In conducting the initial assessment of a preoperative client, the nurse notes that the client's home medications include the monoamine oxidase (MAO) inhibitor phenelzine. Because of this client's medication history, which assessment finding is most important for the nurse to monitor?
- A. Blood pressure
- B. Urinary output
- C. Respiratory rate
- D. Temperature
Correct Answer: A
Rationale: MAO inhibitors like phenelzine can cause hypertensive crises, especially with certain foods or medications. Monitoring blood pressure is critical to detect this life-threatening complication. Urinary output, respiratory rate, and temperature are less directly affected by MAO inhibitors.
A male client tells the nurse that he has an IQ of 400+ and is a genius and an inventor. He also reports that he is married to a female movie star and thinks that his brother wants a sexual relationship with her. Which is the priority nursing problem for admission to the psychiatric unit?

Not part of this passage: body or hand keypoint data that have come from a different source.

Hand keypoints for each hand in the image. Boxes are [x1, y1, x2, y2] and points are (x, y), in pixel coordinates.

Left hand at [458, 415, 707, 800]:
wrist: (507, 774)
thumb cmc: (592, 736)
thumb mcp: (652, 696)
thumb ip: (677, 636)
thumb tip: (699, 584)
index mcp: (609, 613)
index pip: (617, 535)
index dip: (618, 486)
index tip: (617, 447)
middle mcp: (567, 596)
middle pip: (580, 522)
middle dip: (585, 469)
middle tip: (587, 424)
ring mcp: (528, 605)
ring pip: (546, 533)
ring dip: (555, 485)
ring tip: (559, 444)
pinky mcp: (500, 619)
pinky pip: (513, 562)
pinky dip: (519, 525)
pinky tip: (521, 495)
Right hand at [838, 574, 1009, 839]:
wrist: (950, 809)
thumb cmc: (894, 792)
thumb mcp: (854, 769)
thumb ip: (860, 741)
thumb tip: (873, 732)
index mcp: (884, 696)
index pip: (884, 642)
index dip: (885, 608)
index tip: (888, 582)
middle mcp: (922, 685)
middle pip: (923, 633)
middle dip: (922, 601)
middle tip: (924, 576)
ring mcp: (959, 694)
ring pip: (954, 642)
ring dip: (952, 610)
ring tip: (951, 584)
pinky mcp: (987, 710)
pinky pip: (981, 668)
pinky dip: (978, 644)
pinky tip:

- A. Ineffective sexual patterns
- B. Disturbed sensory perception
- C. Compromised family coping
- D. Impaired environmental interpretation
Correct Answer: B
Rationale: The client's delusions (e.g., being married to a movie star, brother's intentions) indicate disturbed sensory perception, suggestive of psychosis, which is the priority. Ineffective sexual patterns are not directly indicated. Family coping may be secondary. Impaired environmental interpretation is too broad.